A few weeks ago I was asked to create an application that had to work with Google Datacenters, UK based Datacenter’s to be more specific and off I went to do some research. To my amusement I found that I didn’t know much about these centers and that in actual fact not many people do. The reason being that Google tries to keep it all under wraps. However, after all of my research I thought I would share some of my findings with you.
So let’s first look at what a Datacenter actually is. The technical definition: a Datacenter is a location owned by a Web site host and contains Web Servers. So it is a building, office or computer room located anywhere in the world that contains Web servers or computers that perform certain tasks and in Google’s case contain and manage copies of the search results and online Web applications.
So how many of these Datacenters does Google have spread across the world? No one really knows. Some speculate hundreds, but those that are really close to Google have mentioned that the number is closer to 40. Yes, 40, but considering that each Datacenter has about 150 server racks and host about 40 servers it becomes clear that Google has over 200 000 Web servers worldwide.
Also, taking into consideration that Google spends close to £1 billion a year on upgrading and increasing the number of Datacenters, the true amount will never really be known to outsiders. Another thing that I should mention is that Google doesn’t rely on third party vendors for hardware or software that is used within their Datacenters. They build and program everything themselves.
One of the general misconception is that there are location specific Datacenters across the globe. In reality, the majority of the Datacenters are located in the USA and their IP addresses rather, are specific to a country. For instance, most of Europe’s search results originate from the IP address 22.214.171.124, but the Datacenter itself is situated on the West coast of America. In fact, the only country beside America to have their own Google Datacenters is China and that’s only due to certain constraints implemented by the Chinese government.
Another misconception is that each Datacenter has its own set of results. This is only half true. In actual fact, each Datacenter is a copy of the other, creating in theory, one large Datacenter. Datacenters continuously updates information from each other, but a slow updating datacenter could create the situation where a person hitting one Datacenter could have an entirely different result set to a person hitting the next.

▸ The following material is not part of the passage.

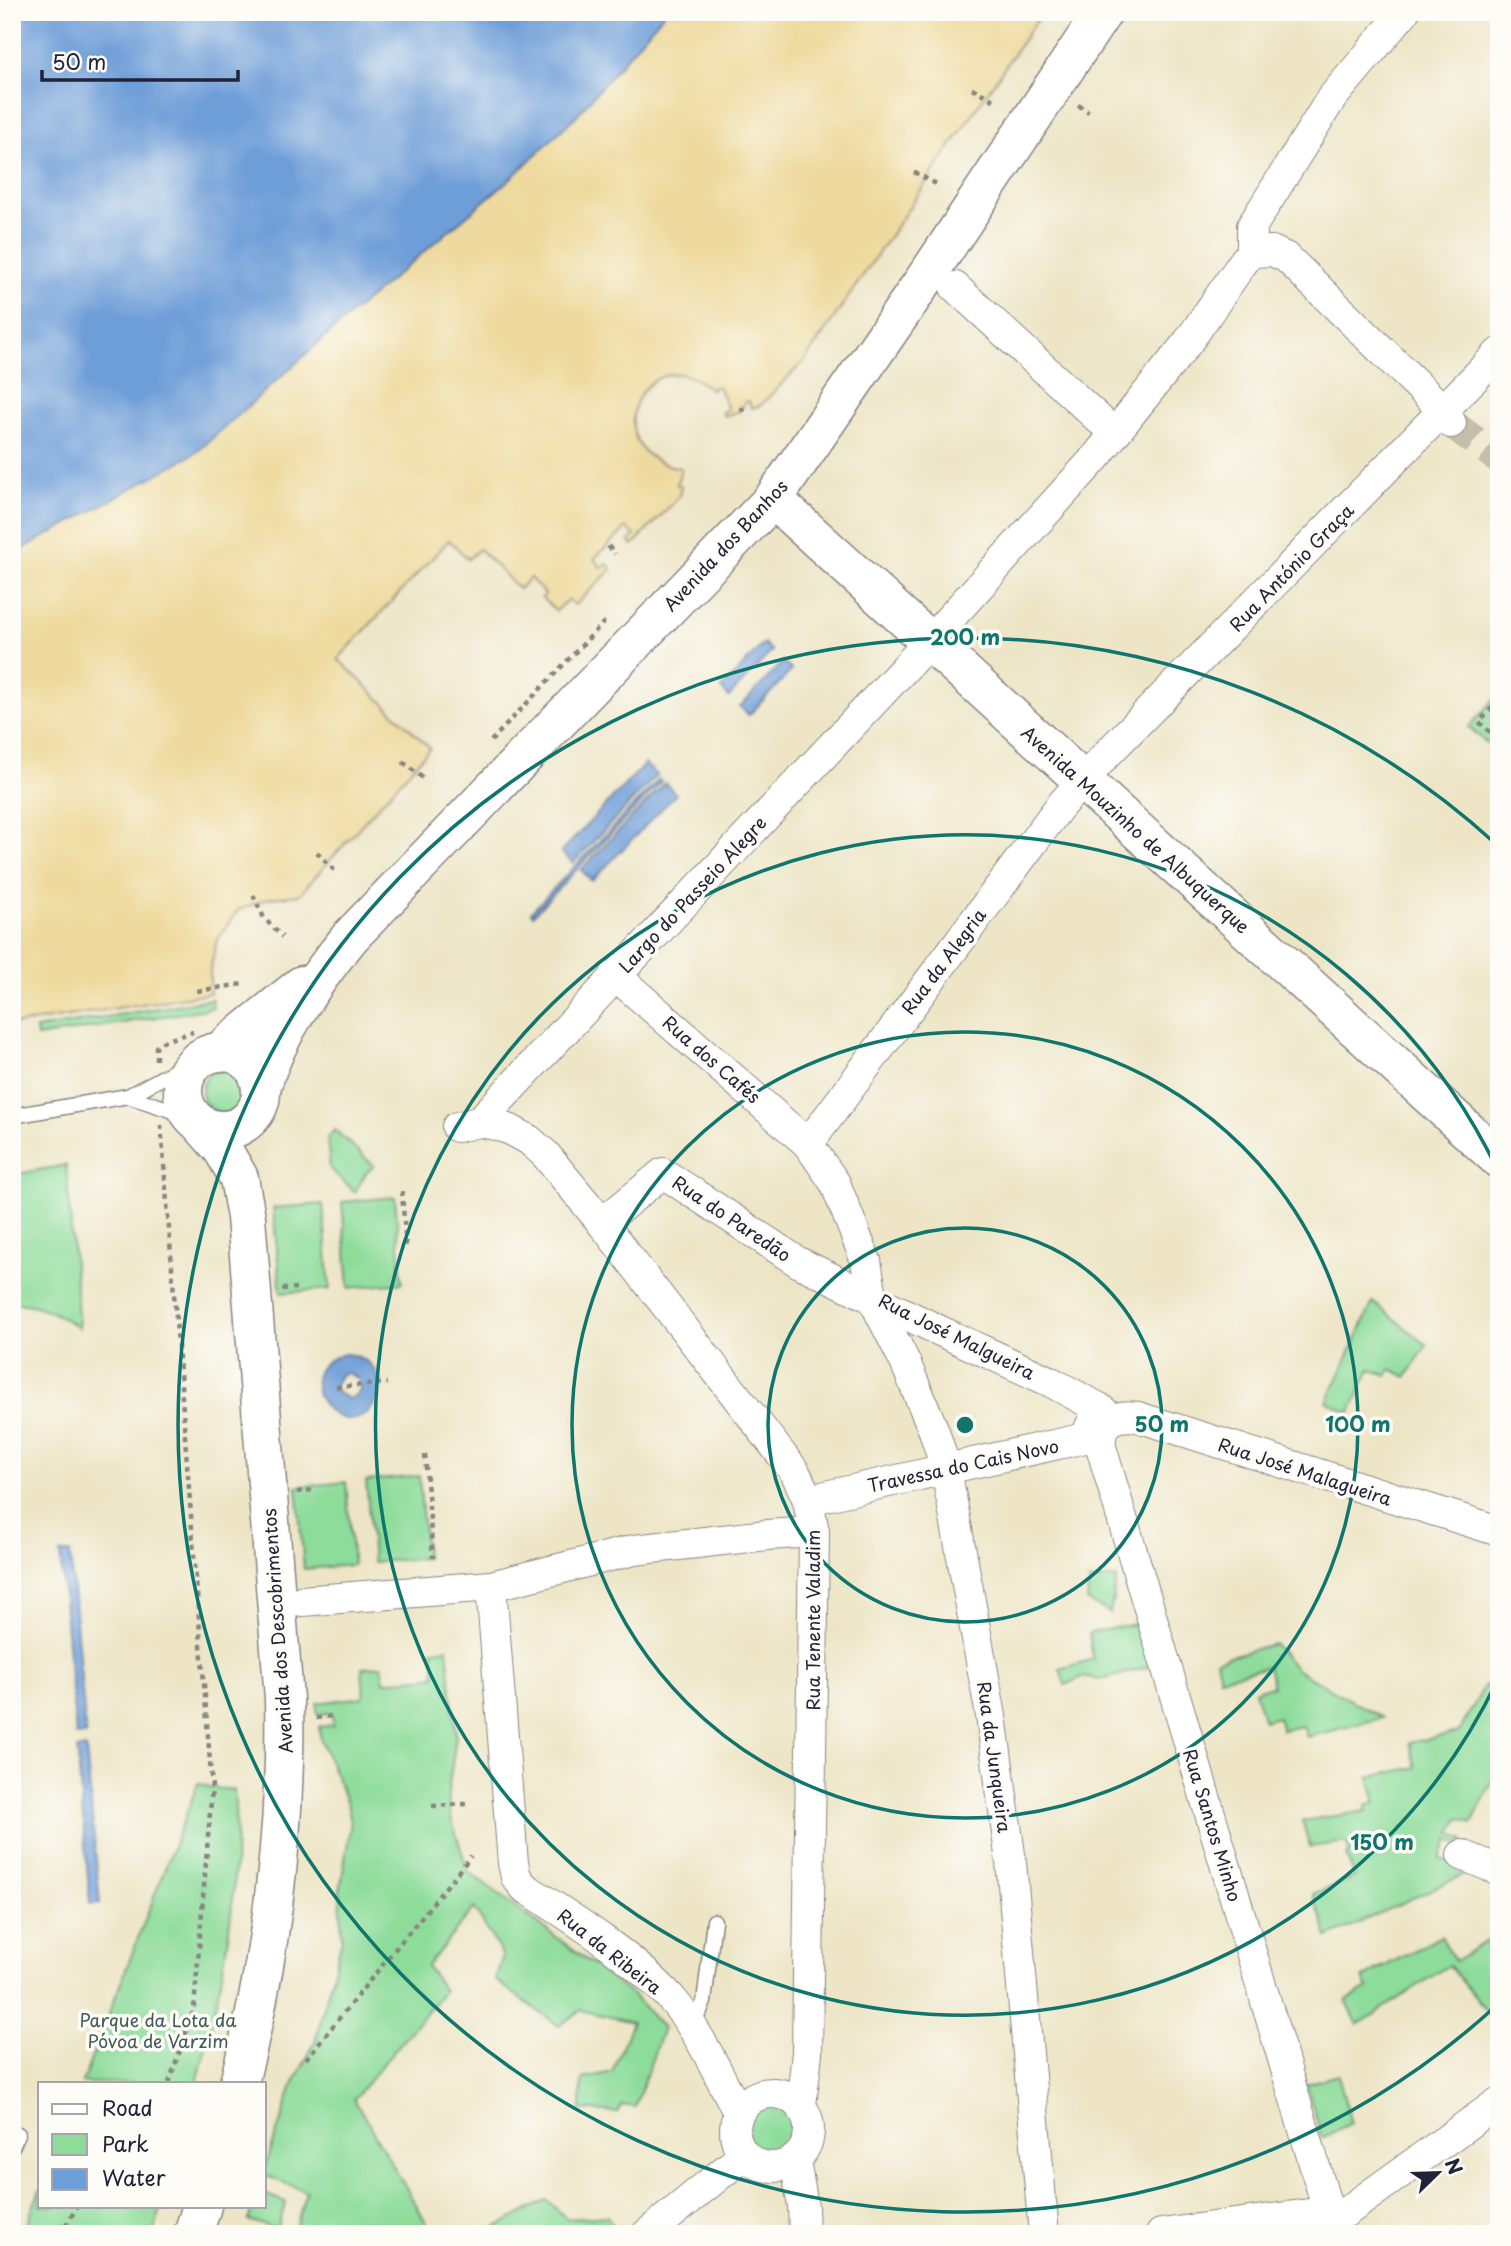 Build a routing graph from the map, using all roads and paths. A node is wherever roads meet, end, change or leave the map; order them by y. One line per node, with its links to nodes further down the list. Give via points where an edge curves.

So why don’t we just hit one default Datacenter? It’s quite simple actually and it’s the reason for Google’s popularity (and efficiency) today. If you’re in England searching for something, Google automatically checks your location, and then sends you to the nearest Datacenter with your location specific results. Firstly this speeds up your search time and secondly, it makes your results more accurate to your location (imagine searching for restaurant and Google displays results of restaurants in your location and not some restaurant in Germany). Another benefit is that if a Datacenter goes down, you will simply be passed onto the next appropriate one without even recognizing the difference.
The last thing I would like to mention is how particular Google are when choosing locations for their Datacenters. Firstly, the Datacenter must have access to cheap and, as much as possible, renewable energy. Secondly it must have access to a large and cheap bandwidth. Pretty simple then, but Google has always pushed the envelope and because of this they are starting to invest in self powered Datacenters that will be situated in the ocean, generating power from the waves. Whether this is to help the planet or save money in the long run, we don’t know, but it’s a win-win situation for both.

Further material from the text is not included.